Okamura a également insisté sur son intention de promouvoir l’idée d’un référendum de sortie de l’Union européenne, comme l’une de ses premières priorités. Il s’est déclaré favorable à la mise en place d’un modèle d’armée territoriale défensive semblable à celui de l’armée suisse ou autrichienne, expliquant vouloir aller potentiellement à terme vers une sortie de l’Otan! Il a aussi exprimé son approbation du retour de la Crimée dans le giron russe, et défendu l’idée d’une bonne relation avec Moscou, un discours rappelant beaucoup celui de Marine Le Pen, pour laquelle il a dit «son amitié». Les reporters tchèques présents se disaient inquiets et choqués du résultat de l’élection, s’étonnant de la force de la vague populiste «alors que le pays va bien économiquement», et du succès des slogans anti-islam et anti-immigration d’Okamura. «Il n’y a pas de musulmans dans ce pays, comment peut-on parler de l’islamisation, s’interrogeait la journaliste de télévision Anna Kadava. «Ce qui est inquiétant chez tous ces populistes, c’est qu’ils n’ont pas de principes ; ils iront dans le sens du vent, par opportunisme», notait pour sa part le journaliste de la télévision tchèque Jiri Vaclavek. Un vieux journaliste, auteur d’un site web, se refusait toutefois à valider cette vision critique, expliquant que le terme populiste était trompeur et que le vote actuel exprimait plutôt le désir de sanctionner des élites qui ne pensent plus au peuple.

La grande question qui se pose est de savoir quelle approche va désormais avoir l’homme d’affaires Babis, dans ses négociations avec les autres formations en lice. Ira-t-il vers une alliance avec les conservateurs traditionnels de l’ODS, option qui indiquerait sa volonté de calmer le jeu et de pratiquer un euroscepticisme musclé, mais plus prudent qu’annoncé?
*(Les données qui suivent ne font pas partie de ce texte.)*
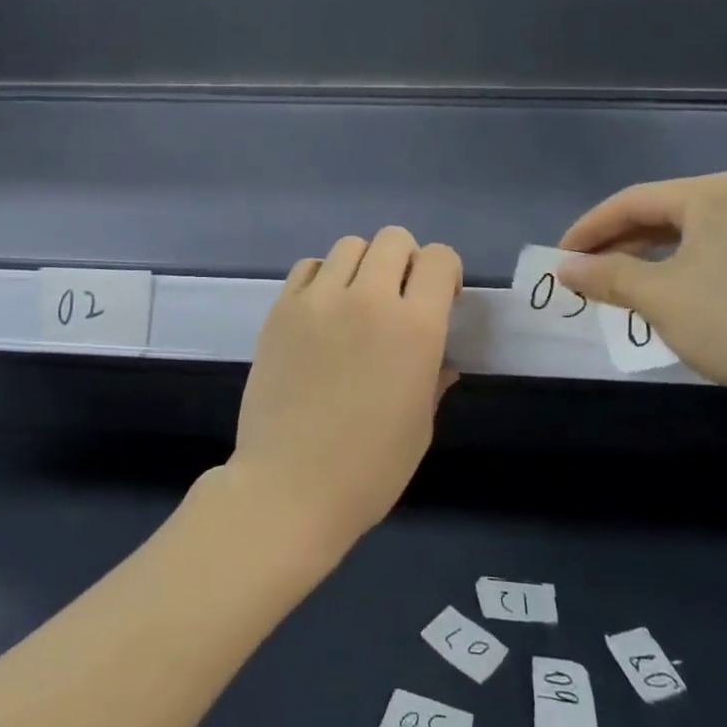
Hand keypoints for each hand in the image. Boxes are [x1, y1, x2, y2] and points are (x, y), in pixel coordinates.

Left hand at [225, 227, 461, 561]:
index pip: (439, 258)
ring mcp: (318, 300)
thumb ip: (433, 378)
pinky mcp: (281, 309)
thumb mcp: (419, 426)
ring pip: (350, 246)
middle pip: (394, 239)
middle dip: (407, 261)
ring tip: (357, 304)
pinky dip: (323, 278)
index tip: (441, 299)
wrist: (289, 487)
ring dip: (364, 266)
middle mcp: (368, 299)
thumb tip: (440, 360)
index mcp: (416, 327)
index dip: (446, 272)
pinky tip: (323, 312)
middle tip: (400, 299)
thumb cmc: (368, 469)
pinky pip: (309, 267)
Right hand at [555, 173, 726, 408]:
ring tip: (617, 286)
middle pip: (662, 213)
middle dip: (617, 244)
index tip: (559, 258)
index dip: (588, 229)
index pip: (632, 202)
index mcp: (714, 194)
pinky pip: (717, 250)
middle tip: (584, 274)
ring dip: (647, 257)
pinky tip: (666, 293)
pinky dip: (681, 267)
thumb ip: (604, 275)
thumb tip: (564, 268)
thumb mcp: (656, 297)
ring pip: (689, 234)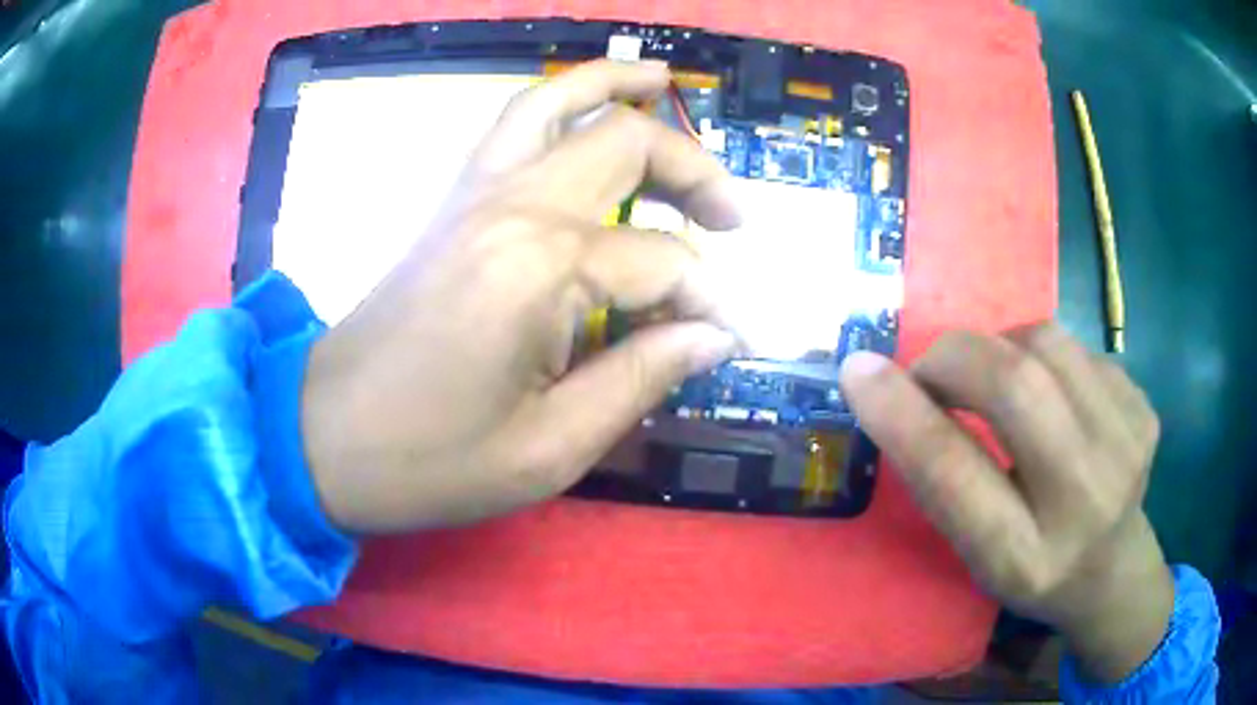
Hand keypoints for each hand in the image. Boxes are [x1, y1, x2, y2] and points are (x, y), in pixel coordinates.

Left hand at [299, 60, 741, 533]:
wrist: (323, 436)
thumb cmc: (428, 459)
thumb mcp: (550, 448)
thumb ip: (642, 377)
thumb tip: (715, 336)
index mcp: (542, 269)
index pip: (664, 262)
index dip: (710, 301)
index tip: (732, 339)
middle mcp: (512, 207)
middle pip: (626, 144)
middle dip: (695, 171)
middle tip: (731, 219)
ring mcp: (474, 194)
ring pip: (557, 102)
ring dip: (619, 89)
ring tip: (666, 82)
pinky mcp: (451, 204)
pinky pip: (511, 125)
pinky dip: (559, 102)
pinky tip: (587, 110)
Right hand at [839, 323, 1171, 683]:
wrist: (1113, 569)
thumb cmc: (1031, 569)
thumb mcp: (975, 553)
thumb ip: (943, 480)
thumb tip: (887, 385)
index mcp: (1024, 558)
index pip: (955, 476)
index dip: (903, 415)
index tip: (858, 370)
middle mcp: (1084, 501)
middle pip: (1015, 385)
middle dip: (956, 358)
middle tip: (934, 371)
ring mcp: (1127, 446)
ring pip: (1047, 343)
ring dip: (1002, 348)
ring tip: (998, 380)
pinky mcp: (1145, 409)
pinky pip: (1080, 348)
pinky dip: (1047, 357)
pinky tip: (1054, 396)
L’ODS a commencé par dire qu’une coalition avec Babis était hors de question, mais une source informée, qui participe apparemment depuis des semaines à des négociations en coulisses entre ANO et la Démocratie civique, affirmait le contraire. S’il échoue à s’entendre avec les conservateurs, Babis pourrait chercher alliance avec d’autres partis, dont le SPD d’Okamura, qui est resté très flou sur ses conditions, décrivant une situation «complexe» et ouverte. Le milliardaire pourrait aussi décider de gouverner avec un «gouvernement minoritaire» en s’appuyant au coup par coup sur tel ou tel partenaire. Quelque neuf partis ont rejoint le parlement, un nombre record dans l’histoire de la République tchèque. Ce qui veut dire qu’une négociation faite de grands marchandages s’est ouverte tous azimuts, «une spécialité locale qui pourrait durer», à en croire un diplomate européen.

Parmi les autres partis ayant réussi une percée, il faut noter le très beau score du parti anti système Piraty, une formation pro-européenne, qui prône la démocratie directe et l’utilisation d’internet pour favoriser la transparence politique, et qui a rassemblé beaucoup de jeunes. Les chrétiens démocrates, les Maires et indépendants, et enfin Top 09, une formation dirigée par un ancien proche de Vaclav Havel, accèdent aussi à la chambre des députés, passant de justesse le seuil des 5 %. «Il paraît difficile de savoir ce qui va sortir de tout ça. Avec la présence de nombreux partis antisystème, on pourrait entrer dans une période de grande instabilité», prédisait vendredi Eric Tabery de la revue Respekt.